Adzan dzuhur pun tiba, Ranaya pun yang tengah sibuk mengerjakan tugasnya itu ia pun langsung bergegas untuk mengambil air wudhu untuk melaksanakan sholat wajibnya.
Setelah ia selesai melaksanakan sholat, ia pun langsung berkemas merapikan alat solatnya dan langsung bersiap-siap untuk pergi ke masjid, karena kebetulan hari ini adalah hari di mana jadwal kajian yang sering ia datangi. Ia pun pergi pamit dengan pakaian nya yang tertutup rapi dan wangi. Cantik, memang cantik.

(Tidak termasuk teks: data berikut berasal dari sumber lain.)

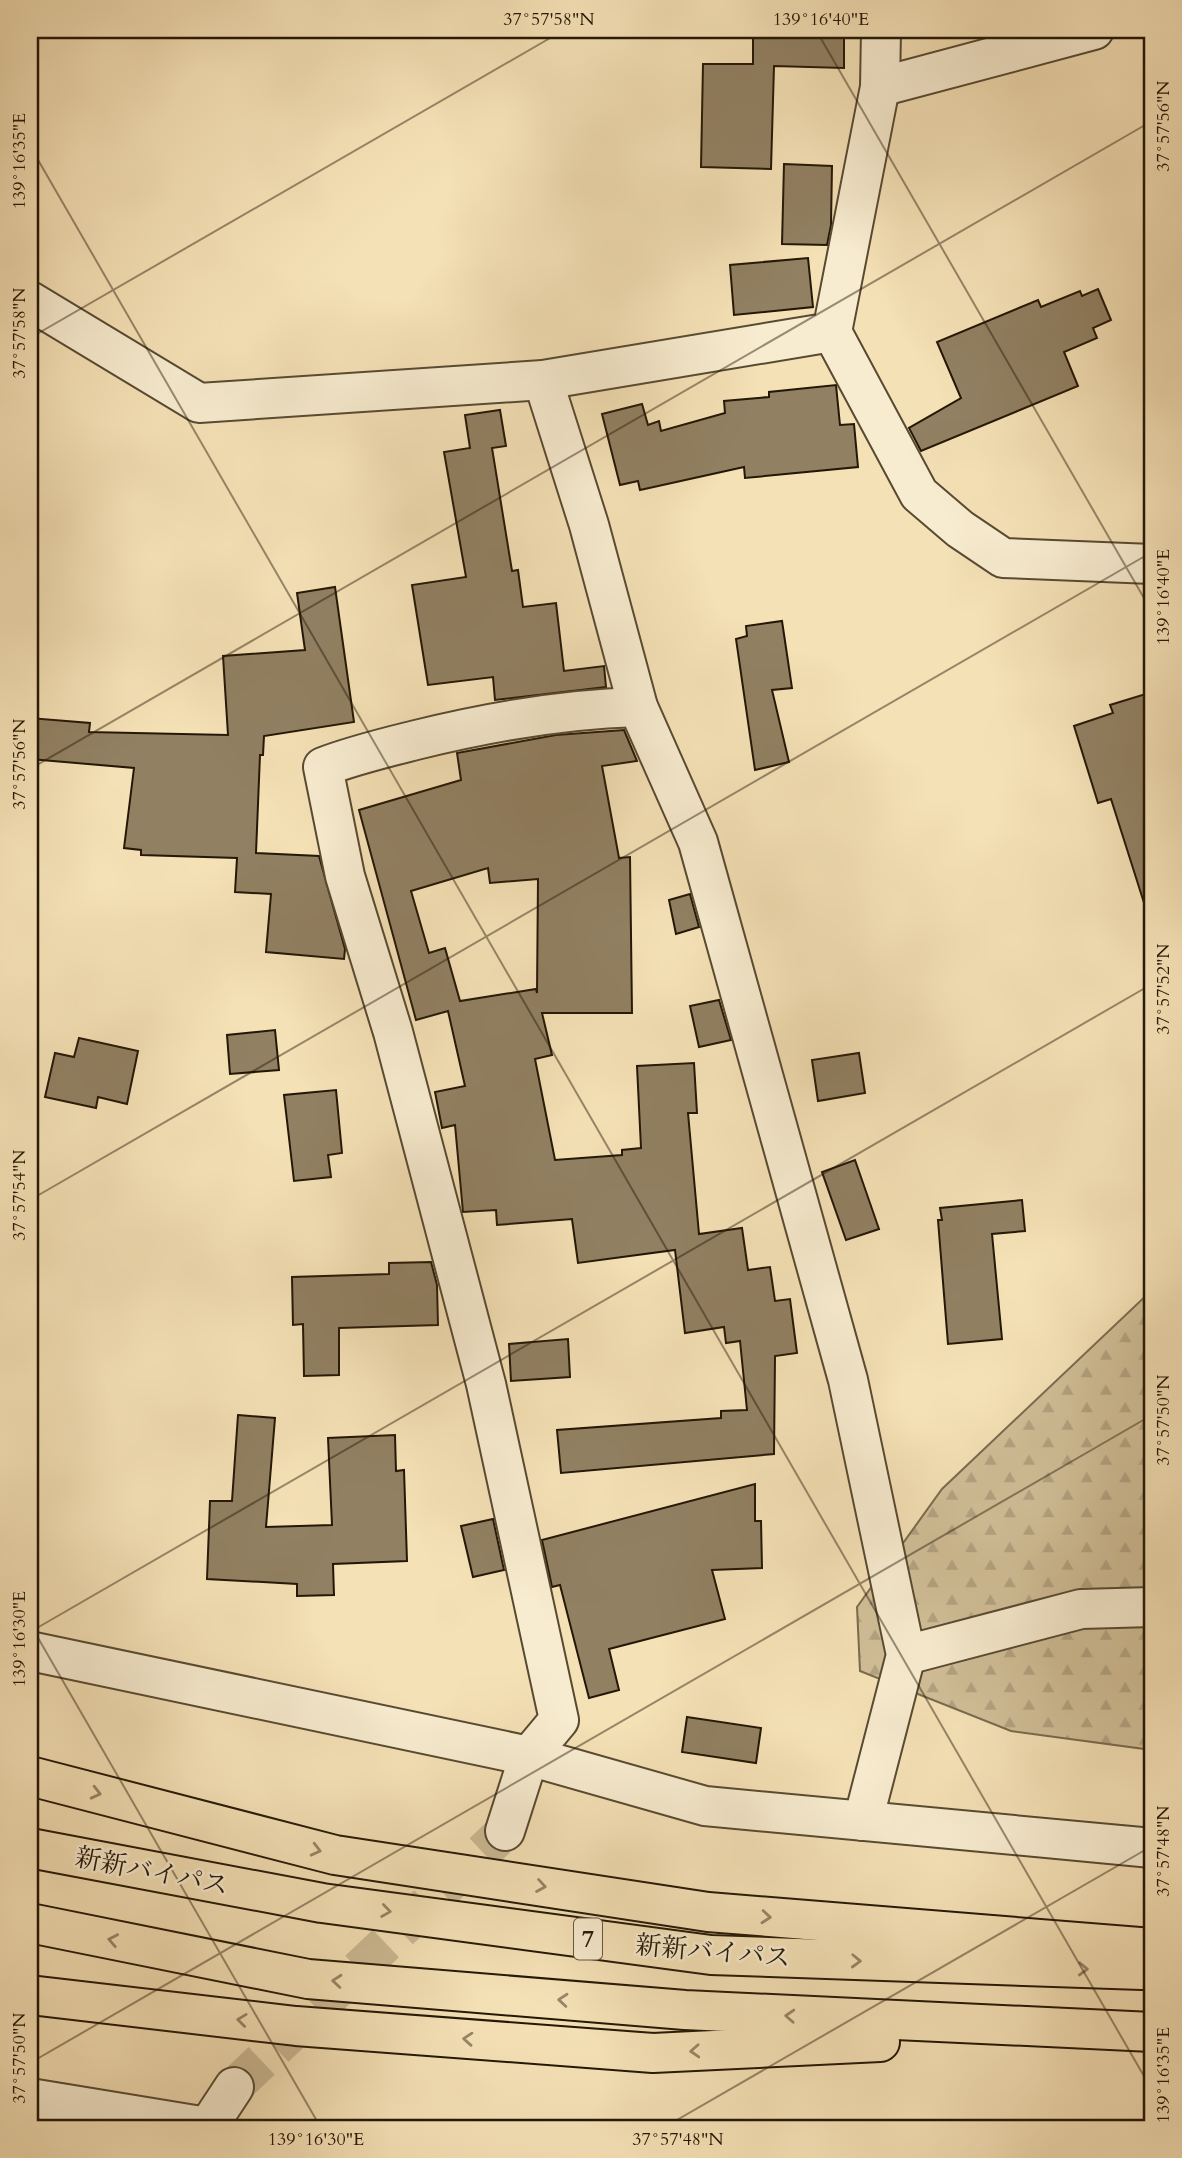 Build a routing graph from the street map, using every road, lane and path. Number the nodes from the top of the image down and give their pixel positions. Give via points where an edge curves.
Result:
1 (881, 30) edge
2 (1094, 30) edge
3 (880, 87) junction
4 (30, 301) edge
5 (832, 332) junction
6 (543, 380) junction
7 (1152, 564) edge
8 (638, 707) junction
9 (1152, 1607) edge
10 (30, 1651) edge
11 (906, 1655) junction
12 (529, 1756) junction
13 (30, 1776) edge
14 (863, 1821) junction
15 (505, 1831) tunnel mouth
16 (30, 1848) edge
17 (1152, 1848) edge
18 (30, 1923) edge
19 (1152, 1948) edge
20 (1152, 1970) edge
21 (30, 1995) edge
22 (1106, 2031) junction
23 (1152, 2032) edge
24 (234, 2087) tunnel mouth
25 (30, 2098) edge
26 (207, 2128) edge
27 (213, 2128) edge

1 - 3 street
2 - 3 street
3 - 5 street
4 - 6 street via 199,403
5 - 6 street
5 - 7 street via 919,495 960,529 1003,558
6 - 8 street via 589,525
8 - 11 street via 698,842 848,1380
8 - 12 street via 576,709 467,728 350,756 323,767 345,876 393,1032 486,1384 559,1720
9 - 11 street via 1081,1609
10 - 12 street
11 - 14 street
12 - 14 street via 705,1806
12 - 15 street
13 -> 19 highway via 335,1855 708,1912
14 - 17 street
16 -> 20 highway, 新新バイパス / 7 via 321,1903 711,1955
22 -> 18 highway via 685,2010 308,1979
22 -> 21 highway via 653,2053 296,2026
22 - 23 highway
24 - 26 street
25 - 26 street
26 - 27 street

Setelah sampai di masjid Ranaya pun membuka sepatunya yang ia pakai dari rumah tersebut dengan kaus kaki yang menempel di kaki mungilnya itu tanpa ia buka juga. Di dalam masjid tersebut sudah ramai ibu-ibu yang mendatangi kajian tersebut. Ranaya langsung bersalaman dengan sangat sopan kepada para ibu-ibu tersebut dan setelah itu ia pun langsung duduk manis untuk mendengar kajian apa yang akan di sampaikan pada hari ini, dan siapakah pembawa kajian tersebut?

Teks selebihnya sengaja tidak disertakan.